** Opening Input for this task block **
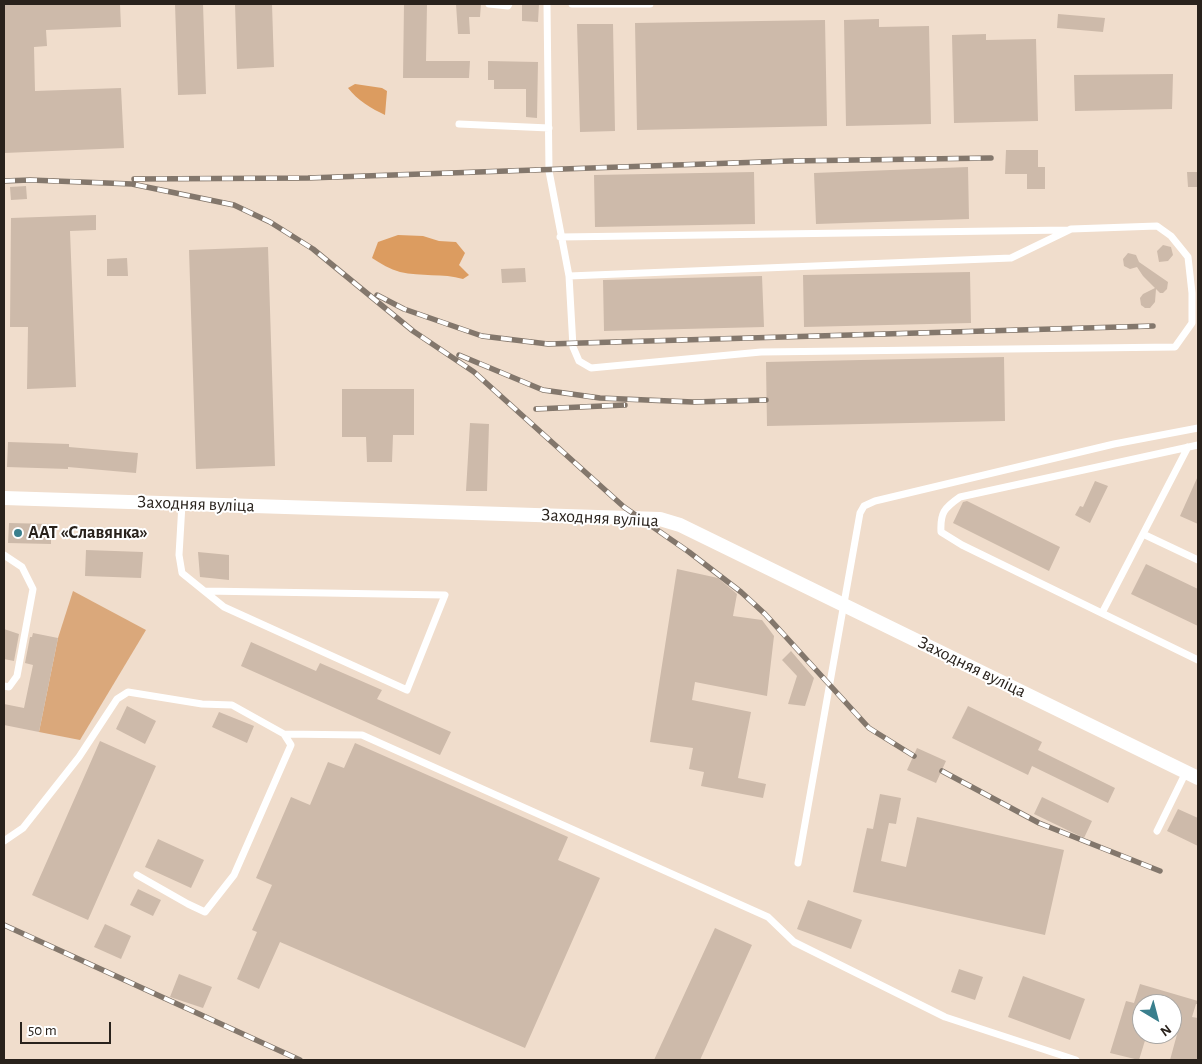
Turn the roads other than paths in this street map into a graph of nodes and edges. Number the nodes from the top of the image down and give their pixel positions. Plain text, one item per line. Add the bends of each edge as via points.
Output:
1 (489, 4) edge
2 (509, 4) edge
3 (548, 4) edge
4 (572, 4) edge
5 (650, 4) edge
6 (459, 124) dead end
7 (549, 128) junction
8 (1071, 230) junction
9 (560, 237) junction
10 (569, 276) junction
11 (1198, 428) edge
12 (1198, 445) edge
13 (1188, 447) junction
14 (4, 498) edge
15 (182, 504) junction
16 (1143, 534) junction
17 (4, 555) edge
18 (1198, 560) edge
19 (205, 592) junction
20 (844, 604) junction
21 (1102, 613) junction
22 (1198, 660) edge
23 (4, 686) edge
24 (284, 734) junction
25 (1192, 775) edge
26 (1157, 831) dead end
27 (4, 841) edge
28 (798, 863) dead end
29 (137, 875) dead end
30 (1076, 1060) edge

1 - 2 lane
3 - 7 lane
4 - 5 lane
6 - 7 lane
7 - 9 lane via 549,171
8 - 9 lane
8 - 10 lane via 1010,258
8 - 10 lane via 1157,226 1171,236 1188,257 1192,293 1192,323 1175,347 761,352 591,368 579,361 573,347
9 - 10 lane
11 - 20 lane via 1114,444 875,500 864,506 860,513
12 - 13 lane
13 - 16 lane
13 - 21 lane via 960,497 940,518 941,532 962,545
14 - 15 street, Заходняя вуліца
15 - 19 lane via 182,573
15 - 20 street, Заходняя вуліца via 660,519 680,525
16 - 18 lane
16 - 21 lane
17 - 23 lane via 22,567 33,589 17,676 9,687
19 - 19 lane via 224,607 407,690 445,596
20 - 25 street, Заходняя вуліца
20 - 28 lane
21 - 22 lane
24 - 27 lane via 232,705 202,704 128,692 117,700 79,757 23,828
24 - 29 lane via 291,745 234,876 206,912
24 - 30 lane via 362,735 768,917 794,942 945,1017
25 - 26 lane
** Closing Input for this task block **
** Opening Input for this task block **
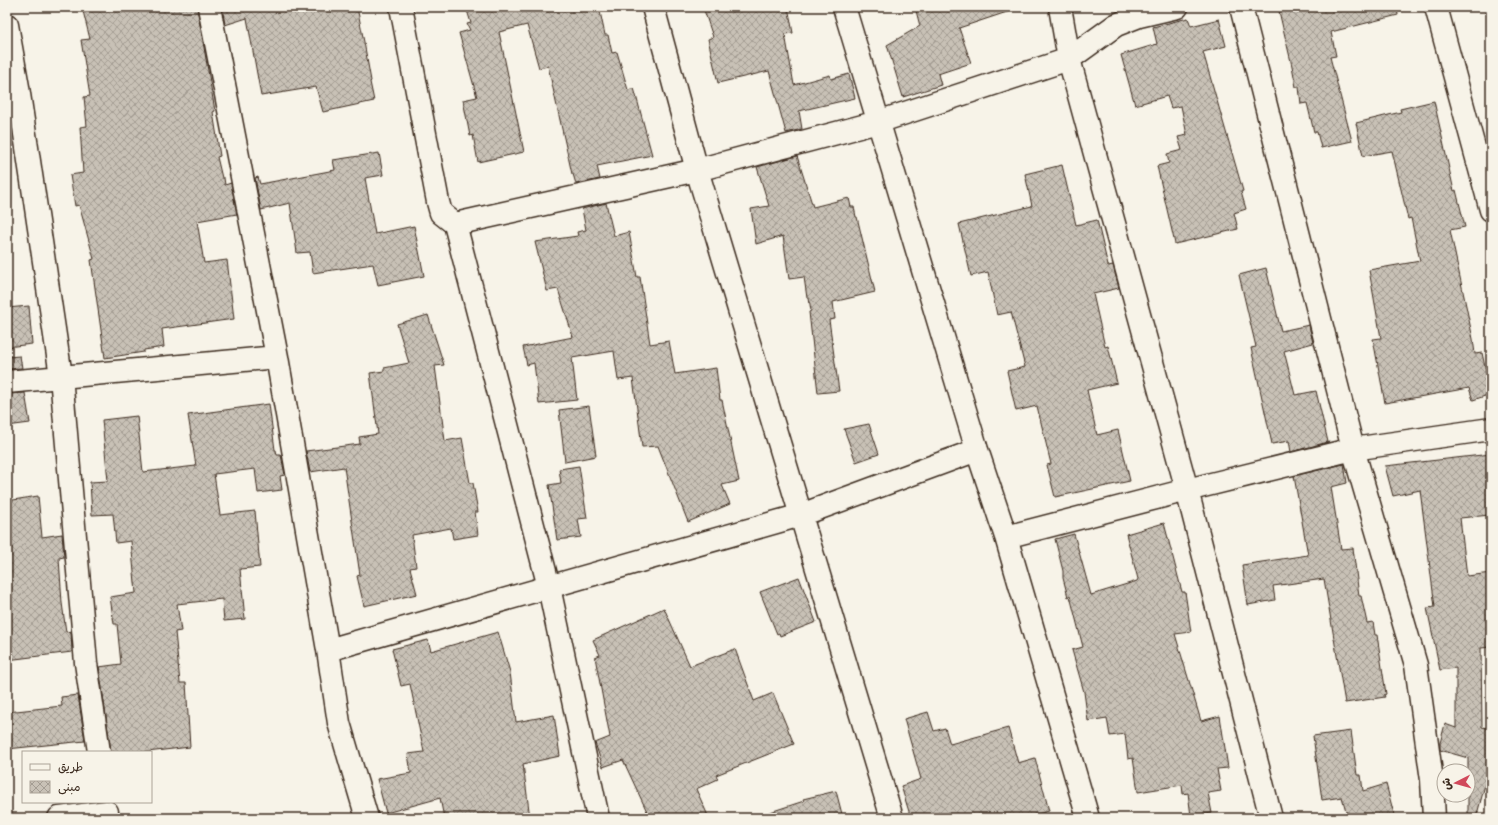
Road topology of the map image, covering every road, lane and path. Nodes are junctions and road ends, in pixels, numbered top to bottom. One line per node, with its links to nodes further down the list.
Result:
** Closing Input for this task block **
(What is required)
Going through the material, how many lines contain the word "image"? Please give only the number.

(Output of the task)
2